This sentence is false. As the explanation of the paradox goes, if the sentence is false, then it is true since it says it is false. But if it is true, then it is false since it says it is false. Hence the paradox.
If you think this is a paradox, please explain briefly how you solve the paradox, if you think you do.
Second, if you think it is not a paradox, please explain briefly why.
Finally, do you think it should be possible to prove there is in fact no paradox.
Thank you to stick to the point and refrain from personal attacks.
EB
I tried to find a sensible resolution of this paradox but all I found was not convincing at all.
The idea that the sentence doesn't refer to anything is wrong on the face of it.
The idea that it doesn't make sense is a bit better but not quite right. The sentence makes enough sense that you can see it is paradoxical. So, saying it doesn't make sense because it is paradoxical doesn't help since it makes enough sense to be felt as paradoxical.
Some Arthur Prior dude has a more interesting position. He asserts that there is nothing paradoxical about the liar paradox because, he says, all statements implicitly assert their truth. Thus, the statement "
This statement is false" is straightforwardly understood as "
This statement is true and this statement is false".
But then, "
This statement is true and this statement is false" is a formal contradiction and as such we can say that it is false. And then there is no paradox because to say that the statement "

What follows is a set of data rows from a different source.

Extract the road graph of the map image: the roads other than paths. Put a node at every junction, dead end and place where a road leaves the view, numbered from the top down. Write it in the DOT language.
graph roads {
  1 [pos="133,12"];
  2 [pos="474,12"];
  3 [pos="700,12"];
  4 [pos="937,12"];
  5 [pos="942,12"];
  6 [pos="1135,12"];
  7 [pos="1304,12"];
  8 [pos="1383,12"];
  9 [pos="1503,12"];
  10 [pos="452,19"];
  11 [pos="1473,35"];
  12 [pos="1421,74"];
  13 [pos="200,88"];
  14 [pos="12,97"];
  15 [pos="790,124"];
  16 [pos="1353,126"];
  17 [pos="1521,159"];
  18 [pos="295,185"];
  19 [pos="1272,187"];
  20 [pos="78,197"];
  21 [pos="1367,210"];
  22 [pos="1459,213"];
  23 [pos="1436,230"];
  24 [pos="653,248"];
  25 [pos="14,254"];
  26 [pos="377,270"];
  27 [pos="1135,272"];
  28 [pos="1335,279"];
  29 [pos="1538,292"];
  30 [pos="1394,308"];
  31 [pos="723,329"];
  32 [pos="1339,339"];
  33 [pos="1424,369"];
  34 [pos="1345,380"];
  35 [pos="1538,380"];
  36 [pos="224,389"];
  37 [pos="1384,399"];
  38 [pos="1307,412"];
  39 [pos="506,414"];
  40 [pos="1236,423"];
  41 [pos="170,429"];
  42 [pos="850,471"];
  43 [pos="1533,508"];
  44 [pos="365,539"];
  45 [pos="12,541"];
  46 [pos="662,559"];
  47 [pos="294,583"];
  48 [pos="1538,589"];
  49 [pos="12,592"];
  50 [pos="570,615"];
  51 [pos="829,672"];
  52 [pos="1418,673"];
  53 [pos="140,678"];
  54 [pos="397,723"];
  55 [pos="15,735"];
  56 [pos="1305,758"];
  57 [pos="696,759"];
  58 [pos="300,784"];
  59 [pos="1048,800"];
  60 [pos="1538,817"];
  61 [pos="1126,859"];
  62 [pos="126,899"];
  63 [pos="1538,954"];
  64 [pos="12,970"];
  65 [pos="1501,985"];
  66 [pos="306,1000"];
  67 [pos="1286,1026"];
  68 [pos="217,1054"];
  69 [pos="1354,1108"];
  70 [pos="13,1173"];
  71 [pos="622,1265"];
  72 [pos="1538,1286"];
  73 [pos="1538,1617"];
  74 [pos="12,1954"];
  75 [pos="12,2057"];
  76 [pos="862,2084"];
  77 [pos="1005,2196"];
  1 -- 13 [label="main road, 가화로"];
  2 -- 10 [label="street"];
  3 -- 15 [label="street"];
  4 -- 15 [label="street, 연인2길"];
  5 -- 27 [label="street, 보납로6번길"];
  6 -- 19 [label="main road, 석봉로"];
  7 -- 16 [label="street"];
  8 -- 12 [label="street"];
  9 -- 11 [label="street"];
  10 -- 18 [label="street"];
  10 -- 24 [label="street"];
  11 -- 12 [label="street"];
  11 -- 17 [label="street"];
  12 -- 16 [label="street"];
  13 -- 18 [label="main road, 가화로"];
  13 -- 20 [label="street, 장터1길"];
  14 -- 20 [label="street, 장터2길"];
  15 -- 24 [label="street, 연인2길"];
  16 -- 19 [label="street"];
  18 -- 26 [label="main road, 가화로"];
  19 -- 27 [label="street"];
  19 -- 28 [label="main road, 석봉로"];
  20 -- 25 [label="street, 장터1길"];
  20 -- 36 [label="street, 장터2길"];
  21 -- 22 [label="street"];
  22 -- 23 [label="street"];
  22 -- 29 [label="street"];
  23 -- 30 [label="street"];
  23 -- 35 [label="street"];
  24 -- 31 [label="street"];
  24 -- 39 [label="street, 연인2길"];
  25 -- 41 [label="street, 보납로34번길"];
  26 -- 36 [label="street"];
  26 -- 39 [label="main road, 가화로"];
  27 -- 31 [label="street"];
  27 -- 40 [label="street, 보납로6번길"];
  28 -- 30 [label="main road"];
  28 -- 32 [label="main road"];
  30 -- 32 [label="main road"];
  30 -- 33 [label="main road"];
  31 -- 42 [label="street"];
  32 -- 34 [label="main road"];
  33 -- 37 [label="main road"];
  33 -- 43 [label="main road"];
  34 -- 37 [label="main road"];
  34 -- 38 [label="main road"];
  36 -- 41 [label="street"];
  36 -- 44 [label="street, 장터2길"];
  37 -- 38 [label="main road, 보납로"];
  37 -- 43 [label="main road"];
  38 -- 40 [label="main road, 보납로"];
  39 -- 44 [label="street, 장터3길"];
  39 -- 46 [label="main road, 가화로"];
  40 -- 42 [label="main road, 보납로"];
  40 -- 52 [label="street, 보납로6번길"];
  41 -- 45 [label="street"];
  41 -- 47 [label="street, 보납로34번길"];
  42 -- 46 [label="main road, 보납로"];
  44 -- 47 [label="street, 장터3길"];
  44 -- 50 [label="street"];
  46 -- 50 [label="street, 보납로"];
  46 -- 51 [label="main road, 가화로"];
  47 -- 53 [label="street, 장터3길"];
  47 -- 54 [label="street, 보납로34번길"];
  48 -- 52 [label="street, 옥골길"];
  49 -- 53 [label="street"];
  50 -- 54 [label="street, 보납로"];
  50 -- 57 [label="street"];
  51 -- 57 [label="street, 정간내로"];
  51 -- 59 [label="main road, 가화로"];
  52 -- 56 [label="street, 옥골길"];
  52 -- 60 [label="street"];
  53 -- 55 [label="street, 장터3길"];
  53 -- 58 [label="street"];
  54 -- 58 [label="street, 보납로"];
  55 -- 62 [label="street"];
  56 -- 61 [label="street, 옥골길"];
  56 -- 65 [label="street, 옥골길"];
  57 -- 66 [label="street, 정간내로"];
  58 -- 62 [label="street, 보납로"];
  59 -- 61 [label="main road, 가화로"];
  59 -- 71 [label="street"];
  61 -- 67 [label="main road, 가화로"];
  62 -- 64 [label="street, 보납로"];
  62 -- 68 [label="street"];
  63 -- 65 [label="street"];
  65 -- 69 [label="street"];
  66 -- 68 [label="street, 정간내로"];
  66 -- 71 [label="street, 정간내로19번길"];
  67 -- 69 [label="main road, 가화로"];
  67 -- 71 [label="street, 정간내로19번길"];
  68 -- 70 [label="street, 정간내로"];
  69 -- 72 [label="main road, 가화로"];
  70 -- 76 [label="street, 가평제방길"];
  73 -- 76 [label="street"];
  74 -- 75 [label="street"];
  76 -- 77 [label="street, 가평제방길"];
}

This statement is true and this statement is false" is false is not contradictory with the fact that it is indeed false. Ergo, no paradox.
I don't buy it, at least not the way it is presented, but there seems to be something correct in that explanation.
Still, what I didn't find was an explanation of why it should be felt to be a paradox if it is not a paradox. To me, there's no doubt it sounds paradoxical.
Now, apparently, there is no simple solution in the context of mathematical logic. Why is that? Anybody knows?
Tarski apparently "diagnosed" the paradox as arising only in languages in which it is possible for one sentence to predicate truth (or falsehood) of another sentence in the same language and indeed of itself. So, his solution is to forbid that possibility in mathematical logic. Right, so, basically, he just changed the subject of the conversation and in effect admitted to not having a proper resolution.
Unless anyone can update my findings?